Speaking of cover crops, crimson clover, vetch and albon rye are almost always in my gardens during the cool months. The albon rye is great as a nematode deterrent and soil builder. 

Note: A barren garden soil is not a good soil, IMO. Mine never, ever rests. It always has either a producing crop or cover crop growing or both 12 months out of the year. I never, ever let the weeds grow there and go to seed. 

Last of the summer crops would be okra...a big favorite of our family. We save seed every year and grow tons of okra...much more than we can use or even give away. It is so easy to grow. 

Have tried other such as peanuts but not worth the trouble. 

Sorry to ramble on, but once I get started its hard to stop LOL. One last thought, its getting late for bringing in manure unless it is already composted. I'd go slow there for now. 

We can talk about fall gardens and potatoes and onions and cabbage and kale and ....well you get the picture...when the time comes. 

Good luck.


----------



## BrandonH (Oct 15, 2006)

Sorry for the delayed response, but I was able to break free for a couple days and head to the cabin. Thanks for all the info Meadowlark. Times like this is when I really miss my Grandfather, he retired from the local Soil Conservation Service and worked closely with professors at A&M on his own garden.

I am definitely wanting to plant what we eat. I know being a new garden with no real prep that I'll be lucky to grow much. But like mentioned I will try to keep it going year around and make soil adjustments as needed down the road.

Here's a few pics from the past couple days. Had to build a pen to keep cows and pigs out. Also buried a water line from the generator powered well so I can water.

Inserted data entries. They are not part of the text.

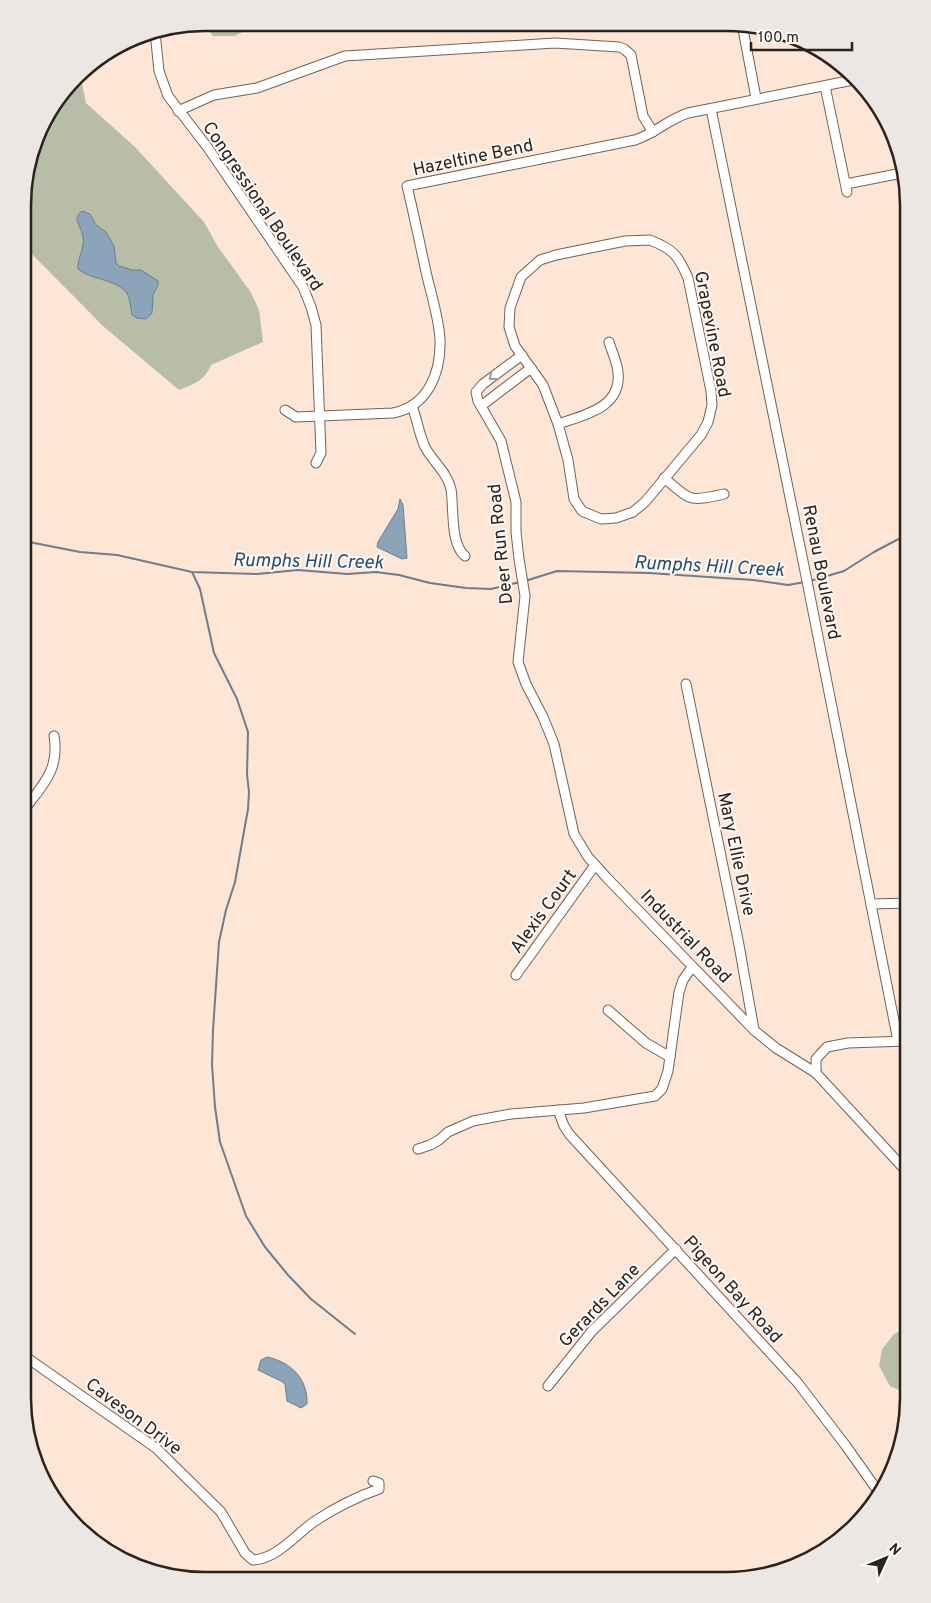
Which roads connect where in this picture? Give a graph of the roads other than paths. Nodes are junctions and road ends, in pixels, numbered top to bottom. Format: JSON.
{"nodes":[{"id":1,"x":744,"y":33,"type":"edge"},
{"id":2,"x":156,"y":38,"type":"edge"},
{"id":3,"x":848,"y":81,"type":"edge"},
{"id":4,"x":826,"y":86,"type":"junction"},
{"id":5,"x":756,"y":98,"type":"junction"},
{"id":6,"x":711,"y":109,"type":"junction"},
{"id":7,"x":178,"y":111,"type":"junction"},
{"id":8,"x":652,"y":132,"type":"junction"},
{"id":9,"x":896,"y":174,"type":"edge"},
{"id":10,"x":609,"y":342,"type":"dead end"},
{"id":11,"x":522,"y":355,"type":"junction"},
{"id":12,"x":530,"y":368,"type":"junction"},
{"id":13,"x":412,"y":406,"type":"junction"},
{"id":14,"x":481,"y":406,"type":"junction"},
{"id":15,"x":285,"y":410,"type":"dead end"},
{"id":16,"x":321,"y":416,"type":"junction"},
{"id":17,"x":558,"y":424,"type":"junction"},
{"id":18,"x":316,"y":463,"type":"dead end"},
{"id":19,"x":664,"y":478,"type":"junction"},
{"id":20,"x":724,"y":494,"type":"dead end"},
{"id":21,"x":465,"y":556,"type":"dead end"},
{"id":22,"x":686,"y":684,"type":"dead end"},
{"id":23,"x":54,"y":736,"type":"dead end"},
{"id":24,"x":565,"y":796,"type":"joint"},
{"id":25,"x":31,"y":801,"type":"edge"},
{"id":26,"x":595,"y":865,"type":"junction"},
{"id":27,"x":899,"y":903,"type":"edge"},
{"id":28,"x":871,"y":904,"type":"junction"},
{"id":29,"x":692,"y":967,"type":"junction"},
{"id":30,"x":516,"y":975,"type":"dead end"},
{"id":31,"x":608,"y":1010,"type":"dead end"},
{"id":32,"x":754,"y":1031,"type":"junction"},
{"id":33,"x":898,"y":1041,"type":"joint"},
{"id":34,"x":670,"y":1057,"type":"junction"},
{"id":35,"x":816,"y":1072,"type":"junction"},
{"id":36,"x":558,"y":1110,"type":"junction"},
{"id":37,"x":418,"y":1148,"type":"dead end"},
{"id":38,"x":899,"y":1163,"type":"edge"},
{"id":39,"x":676,"y":1249,"type":"junction"},
{"id":40,"x":31,"y":1361,"type":"edge"},
{"id":41,"x":548,"y":1386,"type":"dead end"},
{"id":42,"x":373,"y":1481,"type":"dead end"},
{"id":43,"x":875,"y":1487,"type":"edge"}],
"edges":[{"from":1,"to":5,"type":"street"},
{"from":2,"to":7,"type":"street","name":"Congressional Boulevard"},
{"from":3,"to":4,"type":"street","name":"Hazeltine Bend"},
{"from":4,"to":5,"type":"street","name":"Hazeltine Bend"},
{"from":4,"to":9,"type":"street"},
{"from":5,"to":6,"type":"street","name":"Hazeltine Bend"},
{"from":6,"to":8,"type":"street","name":"Hazeltine Bend"},
{"from":6,"to":28,"type":"street","name":"Renau Boulevard"},
{"from":7,"to":8,"type":"street"},
{"from":7,"to":16,"type":"street","name":"Congressional Boulevard"},
{"from":8,"to":13,"type":"street","name":"Hazeltine Bend"},
{"from":10,"to":17,"type":"street"},
{"from":11,"to":12,"type":"street","name":"Grapevine Road"},
{"from":11,"to":14,"type":"street","one_way":true},
{"from":11,"to":19,"type":"street","name":"Grapevine Road"},
{"from":12,"to":14,"type":"street"},
{"from":12,"to":17,"type":"street","name":"Grapevine Road"},
{"from":13,"to":16,"type":"street","name":"Hazeltine Bend"},
{"from":13,"to":21,"type":"street"},
{"from":14,"to":24,"type":"street","name":"Deer Run Road"},
{"from":15,"to":16,"type":"street","name":"Hazeltine Bend"},
{"from":16,"to":18,"type":"street","name":"Congressional Boulevard"},
{"from":17,"to":19,"type":"street","name":"Grapevine Road"},
{"from":19,"to":20,"type":"street"},
{"from":22,"to":32,"type":"street","name":"Mary Ellie Drive"},
{"from":23,"to":25,"type":"street"},
{"from":24,"to":26,"type":"street","name":"Industrial Road"},
{"from":26,"to":29,"type":"street","name":"Industrial Road"},
{"from":26,"to":30,"type":"street","name":"Alexis Court"},
{"from":27,"to":28,"type":"street"},
{"from":28,"to":33,"type":"street","name":"Renau Boulevard"},
{"from":29,"to":32,"type":"street","name":"Industrial Road"},
{"from":29,"to":34,"type":"street"},
{"from":31,"to":34,"type":"street"},
{"from":32,"to":35,"type":"street","name":"Industrial Road"},
{"from":33,"to":35,"type":"street"},
{"from":34,"to":36,"type":"street"},
{"from":35,"to":38,"type":"street","name":"Industrial Road"},
{"from":36,"to":37,"type":"street"},
{"from":36,"to":39,"type":"street","name":"Pigeon Bay Road"},
{"from":39,"to":41,"type":"street","name":"Gerards Lane"},
{"from":39,"to":43,"type":"street","name":"Pigeon Bay Road"},
{"from":40,"to":42,"type":"street","name":"Caveson Drive"}]}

Sent from my SM-G925V using Tapatalk


----------



## Rubberback (Sep 9, 2008)

Looks great! I'm still about a week out on my big garden. Got my taters coming up in a smaller garden and my onions growing in some other gardens. 
I have 1 big garden and 5 smaller gardens. 
I have to have fences around all my gardens because the chickens will eat everything. 
Its a pain because I have to do everything by hand besides the tiller.


----------



## Meadowlark (Jul 19, 2008)

You are clearly off to a great start, BrandonH. 

I'm sure we are not as good as your Grandfather, but the "regulars" that post here have a lot of experience and are always willing and eager to share. Heck, we even have a "Yankee" who contributes some pretty smart stuff on occasion when he isn't fishing in Key West, LOL. 

I like your lay- out...and it looks like you will be using some equipment to work the ground some. That makes life so much easier. I tell folks who ask me why we have such a big garden that working a larger garden with the right equipment is far easier, significantly more productive, and just more fun than working a small garden by hand or with limited equipment.


----------



## BrandonH (Oct 15, 2006)

Meadowlark said:


> You are clearly off to a great start, BrandonH.
> 
> I'm sure we are not as good as your Grandfather, but the "regulars" that post here have a lot of experience and are always willing and eager to share. Heck, we even have a "Yankee" who contributes some pretty smart stuff on occasion when he isn't fishing in Key West, LOL.
> 
> I like your lay- out...and it looks like you will be using some equipment to work the ground some. That makes life so much easier. I tell folks who ask me why we have such a big garden that working a larger garden with the right equipment is far easier, significantly more productive, and just more fun than working a small garden by hand or with limited equipment.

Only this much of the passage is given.